Since skin exhibits a greater degree of translucency in the infrared spectrum due to
subsurface scattering, we will see if parallel-polarization to accentuate specular
reflections helps to generate a strong enough detectable signal for recording the
motion of the skin beneath the surface. This subsystem may resemble the technique
employed by infrared laser mouse pointer devices, which project an infrared laser
pattern onto the surface below the mouse and use simple image processing algorithms
to detect the direction and the amount of motion of the surface under the mouse.
Detecting the eye gaze of a user wearing an HMD has been previously explored for the
purpose of concentrating rendering computation where the user happens to be looking.
One technique employed in [Miyashita et al. 2008] is electrooculography (EOG), where
electrode sensors placed around the eye sense the electrical stimuli to the eye muscles
in order to determine how the gaze is being directed. However, this was only found to
be 69% effective at determining the gaze between eight positions in a grid, which is
insufficient for producing the few degrees of accuracy [Chen 2002] needed for proper
eye contact for a virtual avatar. Better results were reported by [Lee and Park 2007],
which used a corneal model and colluminated infrared LEDs and a camera to detect gaze
direction. We propose to implement such a system using the same cameras and illumination
with which we plan to detect the motion of the skin around the eyes. Also, we will test
to see whether the eye's reflection of the images displayed by the HMD in the visible
spectrum can be used in determining the eye gaze direction.
We have now proposed methods to acquire data within an HMD for eye gaze direction,
the motion of the skin around the eyes, and mouth animation. The part of the face
not yet observed includes the forehead and cheeks, whose motions are also part of
the expressive repertoire. As seen in Fig. 2, significant parts of these areas are
directly beneath the padded interface between the HMD and the face. Thus, to detect
the motion of these areas, we propose to physically detect the motion of the skin
using pressure sensors. We will test that multiple dimensions of motion (left-right,
up-down, and in-out) can be usefully detected at various points around the rim of
the HMD to determine the muscle activations of the frontalis and corrugator muscles
of the forehead (providing raised eyebrows and knitted brows), the lateral portions
of the orbicularis occuli (providing additional information about the motion of the
skin around the eye), and the nasalis muscles (responsible for scrunched noses).
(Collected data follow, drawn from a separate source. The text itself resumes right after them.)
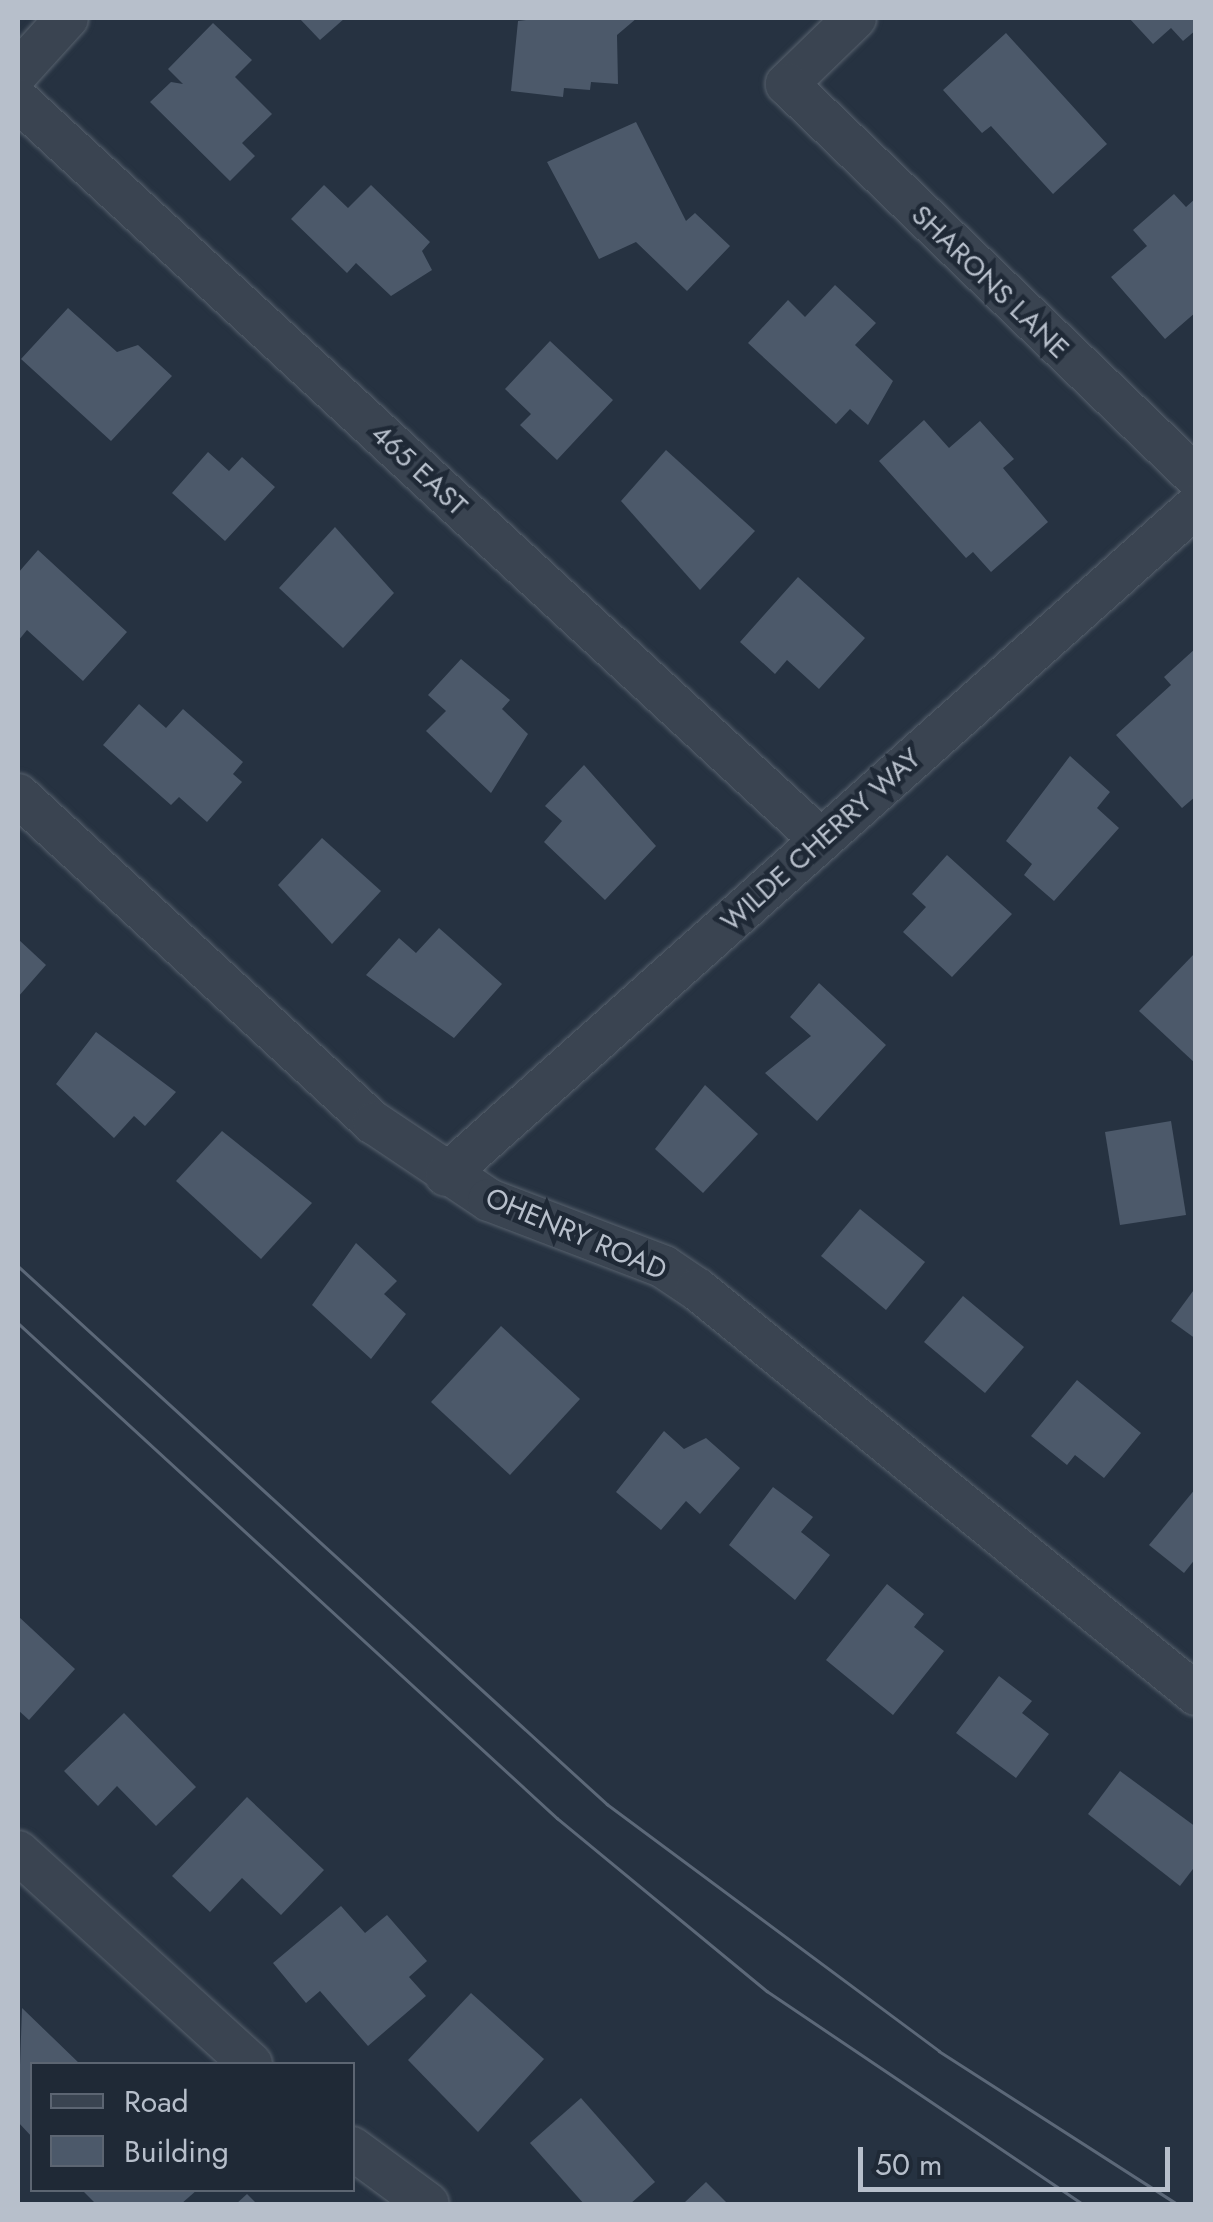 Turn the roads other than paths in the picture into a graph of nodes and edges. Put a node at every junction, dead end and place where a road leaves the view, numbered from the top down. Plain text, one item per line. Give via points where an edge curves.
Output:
1 (67, 18) edge
2 (855, 18) edge
3 (18, 72) edge
4 (18, 100) edge
5 (1196, 477) edge
6 (1196, 506) edge
7 (18, 796) edge
8 (822, 840) junction
9 (446, 1175) junction
10 (1196, 1694) edge
11 (18, 1852) edge
12 (249, 2062) edge
13 (355, 2150) edge
14 (428, 2204) edge

1 - 3 street
2 - 5 street, SHARONS LANE via 787,84
4 - 8 street, 465 EAST
6 - 8 street, WILDE CHERRY WAY
7 - 9 street, OHENRY ROAD via 344,1096
8 - 9 street, WILDE CHERRY WAY
9 - 10 street, OHENRY ROAD via 698,1289
11 - 12 street
13 - 14 street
The second major area of inquiry of this project is to train a mapping so that the
multisensor performance data can be efficiently mapped into blendshape facial performance
data able to drive a realistic avatar. We note that the HMD will likely, to some extent,
restrict the motion of the face due to the contact points. Thus, the mapping we wish to
determine is from the detected facial activations to the intended facial expression the
user is trying to make.
In this proposal, we will test and evaluate the following approach to determining this
mapping. For a number of sample subjects, we will guide the subject to make a series of
facial expressions based on the Facial Action Coding System (FACS) [Ekman and Friesen 1978]
both while wearing and while not wearing the HMD. While not wearing the HMD, the user will
be prompted through images of the facial expressions shown on a monitor, and the HMD itself
will show the expression images again for the HMD capture. While outside the HMD, we will
use an image-based facial performance capture system such as FaceShift based [Weiss et al.
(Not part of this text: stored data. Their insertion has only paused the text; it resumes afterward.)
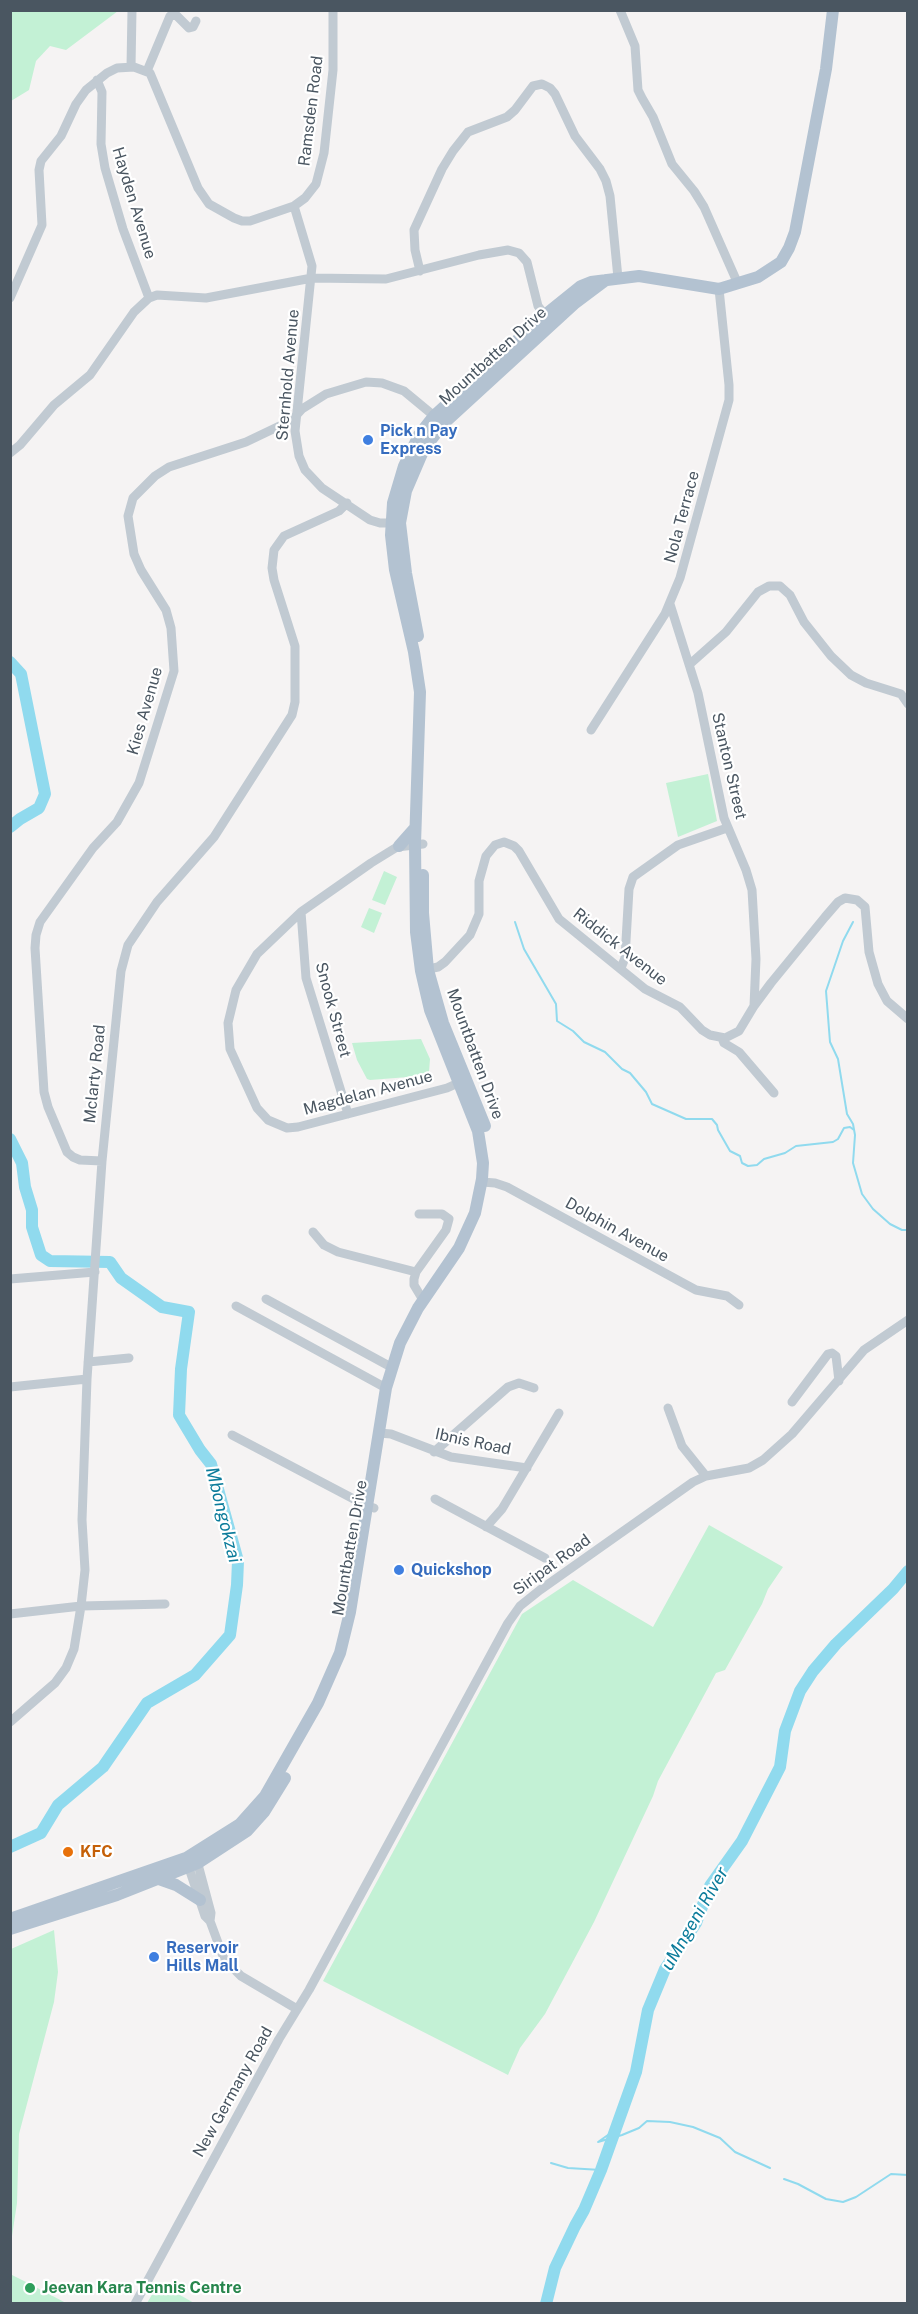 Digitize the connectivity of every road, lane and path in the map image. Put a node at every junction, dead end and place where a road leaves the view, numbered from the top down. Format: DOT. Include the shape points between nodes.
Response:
graph roads {
  1 [pos="132,10"];
  2 [pos="333,10"];
  3 [pos="620,10"];
  4 [pos="833,10"];
  5 [pos="196,21"];
  6 [pos="130,67"];
  7 [pos="147,71"];
  8 [pos="97,81"];
  9 [pos="294,206"];
  10 [pos="420,271"];
  11 [pos="312,278"];
  12 [pos="612,279"];
  13 [pos="738,284"];
  14 [pos="719,289"];
  15 [pos="10,298"];
  16 [pos="149,298"];
  17 [pos="548,319"];
  18 [pos="296,417"];
  19 [pos="439,420"];
  20 [pos="10,453"];
  21 [pos="347,503"];
  22 [pos="396,523"];
  23 [pos="670,604"];
  24 [pos="690,664"];
  25 [pos="908,704"];
  26 [pos="591,730"];
  27 [pos="416,828"];
  28 [pos="727,828"];
  29 [pos="419,844"];
  30 [pos="399,846"];
  31 [pos="301,912"];
  32 [pos="621,968"];
  33 [pos="424,970"];
  34 [pos="754,1006"];
  35 [pos="908,1019"];
  36 [pos="723,1038"];
  37 [pos="462,1082"];
  38 [pos="774,1093"];
  39 [pos="348,1114"];
  40 [pos="102,1161"];
  41 [pos="486,1182"];
  42 [pos="419,1214"];
  43 [pos="313,1232"];
  44 [pos="95,1265"];
  45 [pos="416,1272"];
  46 [pos="10,1279"];
  47 [pos="266,1299"];
  48 [pos="423,1300"];
  49 [pos="739,1305"];
  50 [pos="236,1306"];
  51 [pos="908,1320"];
  52 [pos="129,1358"];
  53 [pos="88,1362"];
  54 [pos="391,1367"];
  55 [pos="87,1379"];
  56 [pos="839,1381"];
  57 [pos="10,1387"];
  58 [pos="386,1388"];
  59 [pos="534,1388"];
  60 [pos="792,1402"];
  61 [pos="668,1408"];
  62 [pos="559,1413"];
  63 [pos="383,1433"];
  64 [pos="232,1435"];
  65 [pos="435,1452"];
  66 [pos="527,1468"];
  67 [pos="706,1476"];
  68 [pos="435,1499"];
  69 [pos="371,1507"];
  70 [pos="486,1527"];
  71 [pos="545,1558"];
  72 [pos="165,1604"];
  73 [pos="81,1606"];
  74 [pos="10,1614"];
  75 [pos="10,1722"];
  76 [pos="192,1861"];
  77 [pos="159,1880"];
  78 [pos="200,1900"];
  79 [pos="10,1920"];
  80 [pos="210,1921"];
  81 [pos="10,1929"];
  82 [pos="297,2009"];
  83 [pos="135,2304"];
  1 -- 6 [label="street"];
  2 -- 9 [label="street, Ramsden Road" via="333,70 324,153 316,184"];
  3 -- 13 [label="street" via="634,46 638,90 672,164 705,207"];
  4 -- 13 [label="main road, Mountbatten Drive" via="819,110 792,240 781,262"];
  5 -- 7 [label="street" via="189,28 176,15 170,15"];
  6 -- 7 [label="street"];
  6 -- 8 [label="street" via="112,70"];
  7 -- 9 [label="street" via="155,81 198,188 209,204 242,221"];
  8 -- 15 [label="street" via="79,99 61,136 40,165 42,225"];
  8 -- 16 [label="street, Hayden Avenue" via="102,92 100,144 105,168"];
  9 -- 11 [label="street, Sternhold Avenue" via="309,251"];
  10 -- 11 [label="street" via="386,279"];
  10 -- 12 [label="street" via="414,230 453,151 468,132 507,117 534,86 542,84 555,94 575,136 606,181 610,196"];
  10 -- 17 [label="street" via="479,255 514,251 527,262 538,306"];
  11 -- 16 [label="street" via="216,297"];
  11 -- 18 [label="street, Sternhold Avenue"];
  12 -- 14 [label="main road, Mountbatten Drive" via="639,276"];
  12 -- 17 [label="main road, Mountbatten Drive" via="581,286"];
  13 -- 14 [label="main road, Mountbatten Drive"];
  14 -- 23 [label="street, Nola Terrace" via="729,400"];
  16 -- 20 [label="street" via="134,312 90,375 54,405"];
  17 -- 19 [label="main road, Mountbatten Drive"];
  18 -- 19 [label="street, Kies Avenue" via="326,394 366,382 404,391"];
  18 -- 21 [label="street, Sternhold Avenue" via="296,445 305,470 319,485"];
  18 -- 40 [label="street, Kies Avenue" via="246,442 169,467 139,490 129,512 134,554 166,610 174,671 134,792 117,822 93,848 40,922 35,948 48,1107 67,1152 80,1160"];
  19 -- 22 [label="main road, Mountbatten Drive" via="419,435 393,502"];
  21 -- 22 [label="street, Sternhold Avenue" via="370,520"];
  21 -- 40 [label="street, Mclarty Road" via="339,511 284,536 274,550 274,580 295,646 292,715 214,837 157,902 128,945 121,972"];
  22 -- 27 [label="main road, Mountbatten Drive" via="395,570 418,675"];
  22 -- 29 [label="main road, Mountbatten Drive" via="423,677 426,723"];
  23 -- 24 [label="street, Stanton Street"];
  23 -- 26 [label="street, Nola Terrace"];
  24 -- 25 [label="street" via="726,632 758,592 780,586 831,656 851,675 901,694"];
  24 -- 28 [label="street, Stanton Street"];
  27 -- 29 [label="main road, Mountbatten Drive"];
  27 -- 30 [label="main road"];
  28 -- 32 [label="street" via="678,845 633,877"];
  28 -- 34 [label="street, Stanton Street" via="752,890"];
  29 -- 30 [label="street, Magdelan Avenue"];
  29 -- 33 [label="main road, Mountbatten Drive" via="415,907"];
  30 -- 31 [label="street, Magdelan Avenue"];
  31 -- 39 [label="street, Snook Street" via="306,978"];
  31 -- 39 [label="street, Magdelan Avenue" via="248,966 230,1014 230,1048 257,1108 275,1124 292,1128"];
  32 -- 33 [label="street, Riddick Avenue" via="559,918 519,851 504,842 490,849 486,856 479,881 475,927 449,958 438,967"];
  32 -- 36 [label="street, Riddick Avenue" via="645,989 680,1008 706,1033"];
  33 -- 37 [label="main road, Mountbatten Drive" via="433,1021"];
  34 -- 35 [label="street" via="838,902 852,898 865,907 869,952 878,984 888,1001"];
  34 -- 36 [label="street" via="740,1031"];
  36 -- 38 [label="street, Riddick Avenue"];
  37 -- 39 [label="street, Magdelan Avenue"];
  37 -- 41 [label="main road, Mountbatten Drive" via="478,1131"];
  40 -- 44 [label="street, Mclarty Road"];
  41 -- 48 [label="main road, Mountbatten Drive" via="469,1230"];
  41 -- 49 [label="street, Dolphin Avenue" via="507,1187 690,1287 727,1296"];
  41 -- 63 [label="main road, Mountbatten Drive" via="479,1225 404,1350"];
  42 -- 45 [label="street" via="442,1214 448,1224"];
  43 -- 45 [label="street" via="324,1245 338,1252"];
  44 -- 46 [label="street"];
  44 -- 53 [label="street, Mclarty Road"];
  45 -- 48 [label="street" via="414,1286"];
  47 -- 54 [label="street"];
  48 -- 54 [label="main road, Mountbatten Drive" via="406,1327"];
  50 -- 58 [label="street"];
  51 -- 56 [label="street, Siripat Road" via="864,1350"];
  52 -- 53 [label="street"];
  53 -- 55 [label="street, Mclarty Road"];
  54 -- 58 [label="main road, Mountbatten Drive"];
  55 -- 57 [label="street"];
  55 -- 73 [label="street, Mclarty Road"];
  56 -- 60 [label="street" via="836,1356 828,1354"];
  56 -- 67 [label="street, Siripat Road" via="763,1460 749,1468"];
  58 -- 63 [label="main road, Mountbatten Drive"];
  59 -- 65 [label="street" via="519,1383 508,1387"];
  61 -- 67 [label="street" via="682,1446"];
  62 -- 66 [label="street, Ibnis Road"];
  63 -- 65 [label="street, Ibnis Road"];
  63 -- 69 [label="main road, Mountbatten Drive"];
  64 -- 69 [label="street"];
  65 -- 66 [label="street, Ibnis Road"];
  66 -- 70 [label="street, Ibnis Road"];
  67 -- 82 [label="street, Siripat Road" via="520,1606"];
  68 -- 70 [label="street"];
  69 -- 76 [label="main road, Mountbatten Drive" via="346,1646 328,1684 265,1796 240,1824"];
  70 -- 71 [label="street"];
  72 -- 73 [label="street"];
  73 -- 74 [label="street"];
  73 -- 75 [label="street, Mclarty Road" via="74,1650 66,1668 55,1683"];
  76 -- 77 [label="main road, Mountbatten Drive"];
  76 -- 78 [label="street"];
  76 -- 79 [label="main road, Mountbatten Drive"];
  76 -- 80 [label="street" via="212,1913"];
  77 -- 78 [label="main road"];
  77 -- 81 [label="main road, Mountbatten Drive"];
  78 -- 80 [label="street"];
  80 -- 82 [label="street" via="230,1968"];
  82 -- 83 [label="street, New Germany Road"];
}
2011] to determine the facial blendshape parameters for each expression. We will then collect
the corresponding data from the multimodal HMD sensors sensing the facial muscle motion and
the visual appearance of the mouth and the skin around the eyes. (We propose that the eye
gaze will be driven directly from the eye gaze measurement subsystem.) From this training
data, we will determine the facial performance mapping between the data sensed from the HMD
and the blendshape parameters from the traditional facial performance capture system.
Our metric of success is whether the facial motion parameters detected with the sensors HMD
can be provide comparable facial performance capture data to an unoccluded facial performance
capture approach. For a number of subjects, after training the system using a subset of the
FACS poses, we will ask the subjects to create novel facial expressions not in the FACS
training set. These poses will also be taken from randomly chosen moments of an extended
facial performance. We will then be able to plot the degree of correspondence between the
facial blendshape poses detected by each of the systems. We will report which facial poses
are detected most consistently by the proposed system, and which facial poses are detected
least successfully, and draw conclusions regarding the success of the system and avenues for
future work on improvements.
We will also evaluate the effectiveness of the system qualitatively by asking users to compare
the facial motion performance synthesized from data recorded of the HMD wearer to that of similar
performances recorded with the unoccluded facial capture system. A series of users will be able
to rate the expressiveness, realism, and engagement of virtual character facial performances
recorded from both the HMD-based capture system and the unoccluded capture system. The results
will be tabulated and the performance of the two systems will be compared.
The anticipated benefit will be the development and demonstration of a practical technique
for a person to more fully inhabit and communicate as an avatar within a head-mounted virtual
environment system.